*Exercise brief:* Whenever a line in the entries includes the word "Çamlıtepe", copy that line out.

*Data to examine:*

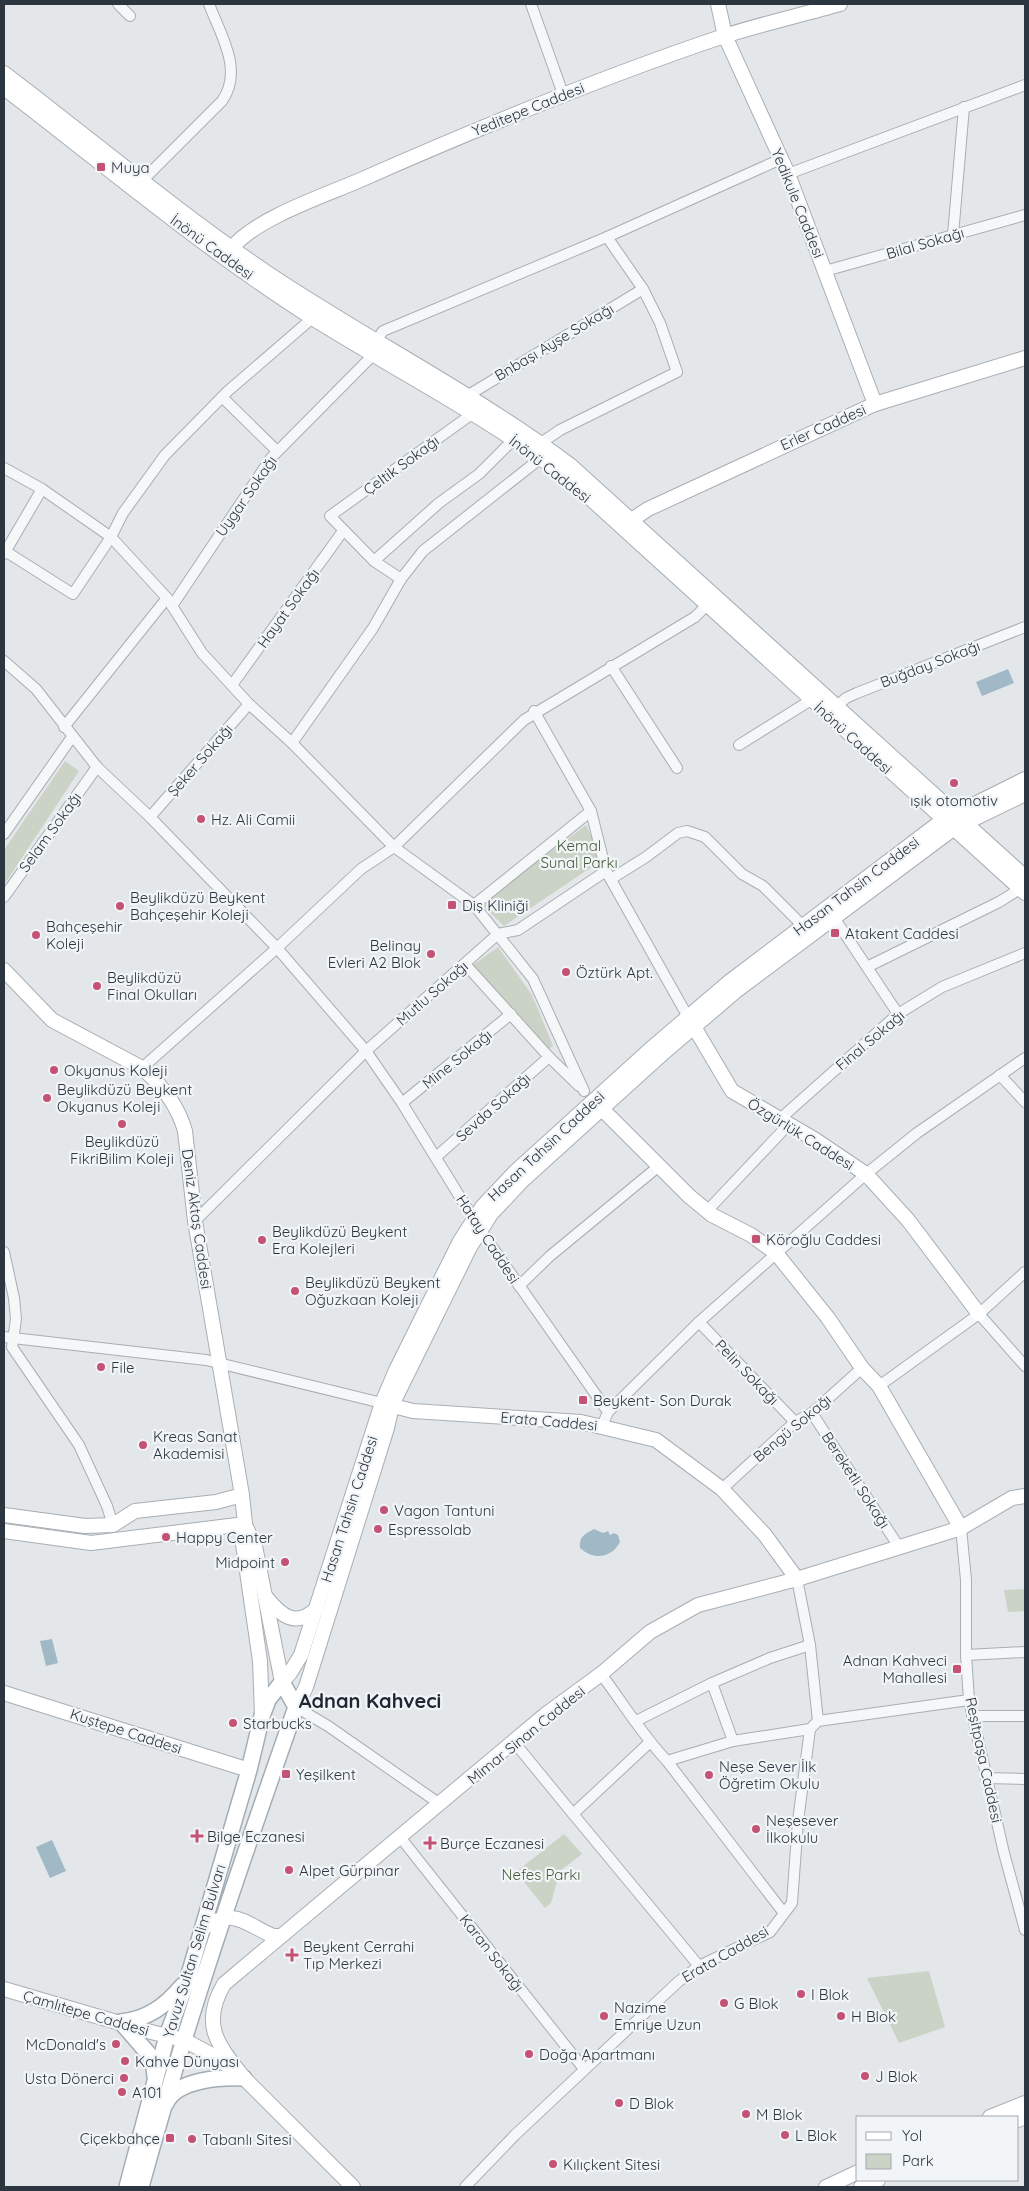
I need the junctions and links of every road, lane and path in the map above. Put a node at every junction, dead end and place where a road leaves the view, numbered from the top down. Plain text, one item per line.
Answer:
1 (118, 4) edge
2 (209, 4) edge
3 (530, 4) edge
4 (718, 4) edge
5 (840, 4) edge
6 (130, 16) dead end
7 (725, 36) junction
8 (4, 72) edge
9 (1025, 85) edge
10 (4, 88) edge
11 (563, 94) junction
12 (964, 107) junction
13 (70, 131) junction
14 (781, 159) junction
15 (788, 174) junction
16 (139, 184) junction
17 (1025, 214) edge
18 (186, 221) junction
19 (953, 235) junction
20 (607, 237) junction
21 (232, 248) junction
22 (825, 271) junction
23 (262, 276) junction
24 (643, 289) junction
25 (317, 313) junction
26 (375, 348) junction
27 (1025, 358) edge
28 (222, 397) junction
29 (875, 404) junction
30 (472, 405) junction
31 (514, 439) junction
32 (541, 443) junction
33 (277, 451) junction
34 (541, 458) junction
35 (4, 468) edge
36 (42, 489) junction
37 (626, 523) junction
38 (343, 531) junction
39 (111, 537) junction
40 (5, 552) edge
41 (374, 561) junction
42 (401, 580) junction
43 (711, 601) junction
44 (169, 602) junction
45 (1025, 627) edge
46 (4, 660) edge
47 (610, 666) junction
48 (232, 685) junction
49 (811, 700) junction
50 (249, 704) junction
51 (836, 706) junction
52 (534, 711) junction
53 (64, 728) junction
54 (72, 737) junction
55 (292, 743) junction
56 (739, 745) dead end
57 (97, 767) junction
58 (677, 768) dead end
59 (1025, 779) edge
60 (1025, 794) edge
61 (591, 812) junction
62 (150, 817) junction
63 (954, 821) junction
64 (4, 834) edge
65 (394, 847) junction
66 (609, 875) junction
67 (1023, 886) edge
68 (4, 896) edge
69 (474, 905) junction
70 (835, 919) junction
71 (803, 926) junction
72 (498, 934) junction
73 (277, 948) junction
74 (1025, 953) edge
75 (465, 964) junction
76 (867, 967) junction
77 (4, 970) edge
78 (511, 1014) junction
79 (898, 1014) junction
80 (691, 1022) junction
81 (366, 1051) junction
82 (549, 1057) junction
83 (1025, 1058) edge
84 (142, 1068) junction
85 (1000, 1075) junction
86 (593, 1100) junction
87 (1025, 1102) edge
88 (402, 1103) junction
89 (784, 1121) junction
90 (436, 1157) junction
91 (659, 1166) junction
92 (866, 1174) junction
93 (707, 1211) junction
94 (195, 1221) junction
95 (478, 1226) junction
96 (4, 1252) edge
97 (776, 1253) junction
98 (1025, 1272) edge
99 (519, 1286) junction
100 (979, 1314) junction
101 (699, 1322) junction
102 (8, 1338) edge
103 (220, 1364) junction
104 (1025, 1366) edge
105 (862, 1368) junction
106 (879, 1386) junction
107 (387, 1404) junction
108 (608, 1412) junction
109 (812, 1412) junction
110 (795, 1422) junction
111 (602, 1426) junction
112 (722, 1489) junction
113 (242, 1495) junction
114 (1025, 1496) edge
115 (4, 1515) edge
116 (245, 1524) junction
117 (113, 1525) junction
118 (961, 1528) junction
119 (4, 1531) edge
120 (117, 1540) junction
121 (899, 1547) junction
122 (797, 1579) junction
123 (266, 1596) junction
124 (316, 1609) junction
125 (810, 1645) junction
126 (1025, 1652) edge
127 (966, 1655) junction
128 (601, 1674) junction
129 (282, 1682) junction
130 (712, 1683) junction
131 (4, 1693) edge
132 (969, 1700) junction
133 (296, 1707) junction
134 (262, 1716) junction
135 (972, 1716) junction
136 (1025, 1716) edge
137 (636, 1721) junction
138 (818, 1721) junction
139 (810, 1729) junction
140 (733, 1741) junction
141 (514, 1742) junction
142 (649, 1743) junction
143 (667, 1761) junction
144 (249, 1770) junction
145 (986, 1778) junction
146 (1025, 1780) edge
147 (440, 1804) junction
148 (573, 1814) junction
149 (400, 1837) junction
150 (1021, 1895) edge
151 (783, 1912) junction
152 (224, 1917) junction
153 (202, 1928) junction
154 (1025, 1930) edge
155 (273, 1935) junction
156 (699, 1966) junction
157 (187, 1981) junction
158 (4, 1989) edge
159 (121, 2022) junction
160 (167, 2036) junction
161 (184, 2040) junction
162 (584, 2069) junction
163 (244, 2078) junction
164 (154, 2085) junction
165 (1025, 2103) edge
166 (160, 2116) junction
167 (992, 2116) edge
168 (856, 2173) edge
169 (876, 2181) edge
170 (830, 2186) edge
171 (127, 2187) edge
172 (141, 2187) edge
173 (352, 2187) edge
174 (465, 2187) edge
175 (861, 2187) edge

1 - 6 street
2 - 16 street
3 - 11 street
4 - 7 street, Yedikule Caddesi
5 - 7 street, Yeditepe Caddesi
7 - 11 street, Yeditepe Caddesi
7 - 14 street, Yedikule Caddesi
8 - 13 street
9 - 12 street
10 - 13 street
11 - 21 street, Yeditepe Caddesi
12 - 15 street
12 - 19 street
13 - 16 street
14 - 15 street, Yedikule Caddesi
14 - 20 street, Uygar Sokağı
15 - 22 street, Yedikule Caddesi
16 - 18 street
17 - 19 street, Bilal Sokağı
18 - 21 street
18 - 23 street, İnönü Caddesi
19 - 22 street, Bilal Sokağı
20 - 24 street
20 - 26 street, Uygar Sokağı
21 - 23 street
22 - 29 street, Yedikule Caddesi
23 - 25 street
24 - 30 street, Bnbaşı Ayşe Sokağı
24 - 32 street
25 - 26 street
25 - 28 street
26 - 30 street
26 - 33 street, Uygar Sokağı
27 - 29 street, Erler Caddesi
28 - 33 street
28 - 39 street
29 - 37 street, Erler Caddesi
30 - 31 street, İnönü Caddesi
30 - 32 street
30 - 38 street, Çeltik Sokağı
31 - 34 street, İnönü Caddesi
31 - 41 street
32 - 37 street
33 - 44 street, Uygar Sokağı
34 - 37 street, İnönü Caddesi
34 - 42 street
35 - 36 street
36 - 39 street
36 - 40 street
37 - 43 street
38 - 41 street
38 - 48 street, Hayat Sokağı
39 - 40 street
39 - 44 street
41 - 42 street
42 - 55 street
43 - 47 street
43 - 49 street, İnönü Caddesi
43 - 51 street
44 - 48 street
44 - 53 street, Uygar Sokağı
45 - 51 street, Buğday Sokağı
46 - 53 street, Hatay Caddesi
47 - 52 street
47 - 58 street
48 - 50 street
49 - 56 street
49 - 63 street, İnönü Caddesi
50 - 55 street
50 - 62 street, Şeker Sokağı
51 - 63 street
52 - 61 street
52 - 65 street
53 - 54 street, Hatay Caddesi
54 - 57 street, Hatay Caddesi
54 - 64 street
55 - 65 street
57 - 62 street, Hatay Caddesi
57 - 68 street, Selam Sokağı
59 - 63 street, Hasan Tahsin Caddesi
60 - 63 street, Hasan Tahsin Caddesi
61 - 66 street
61 - 69 street
62 - 73 street, Hatay Caddesi
63 - 67 street, İnönü Caddesi
63 - 70 street, Hasan Tahsin Caddesi
63 - 71 street, Hasan Tahsin Caddesi
65 - 69 street
65 - 73 street
66 - 71 street
66 - 72 street
66 - 80 street
67 - 76 street
69 - 72 street
70 - 76 street
70 - 80 street, Hasan Tahsin Caddesi
71 - 80 street, Hasan Tahsin Caddesi
72 - 75 street, Mutlu Sokağı
72 - 86 street
73 - 81 street, Hatay Caddesi
73 - 84 street
74 - 79 street, Final Sokağı
75 - 78 street
75 - 81 street, Mutlu Sokağı
76 - 79 street
77 - 84 street, Deniz Aktaş Caddesi
78 - 82 street
78 - 88 street, Mine Sokağı
79 - 89 street, Final Sokağı
80 - 86 street, Hasan Tahsin Caddesi
80 - 89 street, Özgürlük Caddesi
81 - 88 street, Hatay Caddesi
81 - 94 street, Mutlu Sokağı
82 - 86 street
82 - 90 street, Sevda Sokağı
83 - 85 street
84 - 94 street, Deniz Aktaş Caddesi
85 - 87 street
85 - 92 street
86 - 91 street
86 - 95 street, Hasan Tahsin Caddesi
88 - 90 street, Hatay Caddesi
89 - 92 street, Özgürlük Caddesi
89 - 93 street, Final Sokağı
90 - 95 street, Hatay Caddesi
91 - 93 street
91 - 99 street
92 - 97 street
92 - 100 street, Özgürlük Caddesi
93 - 97 street
94 - 103 street, Deniz Aktaş Caddesi
95 - 99 street, Hatay Caddesi
95 - 107 street, Hasan Tahsin Caddesi
96 - 102 street
97 - 101 street
97 - 105 street
98 - 100 street
99 - 108 street, Hatay Caddesi
100 - 104 street
100 - 106 street
101 - 108 street
101 - 110 street, Pelin Sokağı
102 - 103 street
102 - 117 street
103 - 107 street
103 - 113 street, Deniz Aktaş Caddesi
105 - 106 street
105 - 109 street, Bengü Sokağı
106 - 118 street
107 - 111 street, Erata Caddesi
107 - 124 street, Hasan Tahsin Caddesi
107 - 133 street
108 - 111 street
109 - 110 street, Bengü Sokağı
109 - 121 street, Bereketli Sokağı
110 - 112 street, Bengü Sokağı
111 - 112 street, Erata Caddesi
112 - 122 street, Erata Caddesi
113 - 116 street, Deniz Aktaş Caddesi
113 - 117 street
114 - 118 street
115 - 117 street
116 - 120 street
116 - 123 street
116 - 134 street
117 - 120 street
118 - 121 street, Mimar Sinan Caddesi
118 - 127 street, Reşitpaşa Caddesi
119 - 120 street
121 - 122 street, Mimar Sinan Caddesi
122 - 125 street
122 - 128 street, Mimar Sinan Caddesi
123 - 124 street
123 - 129 street
124 - 129 street, Hasan Tahsin Caddesi
125 - 130 street
125 - 138 street
126 - 127 street
127 - 132 street, Reşitpaşa Caddesi
128 - 137 street
128 - 141 street, Mimar Sinan Caddesi
129 - 133 main road
129 - 134 main road, Yavuz Sultan Selim Bulvarı
130 - 137 street
130 - 140 street
131 - 144 street, Kuştepe Caddesi
132 - 135 street, Reşitpaşa Caddesi
132 - 138 street
133 - 147 street
133 - 152 main road, Yavuz Sultan Selim Bulvarı
134 - 144 main road, Yavuz Sultan Selim Bulvarı
135 - 136 street
135 - 145 street, Reşitpaşa Caddesi
137 - 142 street
138 - 139 street
139 - 140 street
139 - 151 street, Erata Caddesi
140 - 143 street
141 - 147 street, Mimar Sinan Caddesi
141 - 148 street
142 - 143 street
142 - 148 street
143 - 151 street
144 - 153 main road, Yavuz Sultan Selim Bulvarı
145 - 146 street
145 - 150 street, Reşitpaşa Caddesi
147 - 149 street, Mimar Sinan Caddesi
148 - 156 street
149 - 155 street, Mimar Sinan Caddesi
149 - 162 street, Karan Sokağı
150 - 154 street, Reşitpaşa Caddesi
151 - 156 street, Erata Caddesi
152 - 153 street
152 - 155 street
152 - 161 main road, Yavuz Sultan Selim Bulvarı
153 - 157 main road, Yavuz Sultan Selim Bulvarı
155 - 163 street
156 - 162 street, Erata Caddesi
157 - 159 main road
157 - 160 main road, Yavuz Sultan Selim Bulvarı
158 - 159 street, Çamlıtepe Caddesi
159 - 160 street, Çamlıtepe Caddesi
159 - 164 main road
160 - 161 street, Çamlıtepe Caddesi
160 - 164 main road, Yavuz Sultan Selim Bulvarı
161 - 163 street, Çamlıtepe Caddesi
161 - 166 main road, Yavuz Sultan Selim Bulvarı
162 - 174 street, Erata Caddesi
163 - 166 main road
163 - 173 street
164 - 171 main road, Yavuz Sultan Selim Bulvarı
165 - 167 street
166 - 172 main road, Yavuz Sultan Selim Bulvarı
168 - 170 street
169 - 175 street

*Response to this task:*
158 - 159 street, Çamlıtepe Caddesi
159 - 160 street, Çamlıtepe Caddesi
160 - 161 street, Çamlıtepe Caddesi
161 - 163 street, Çamlıtepe Caddesi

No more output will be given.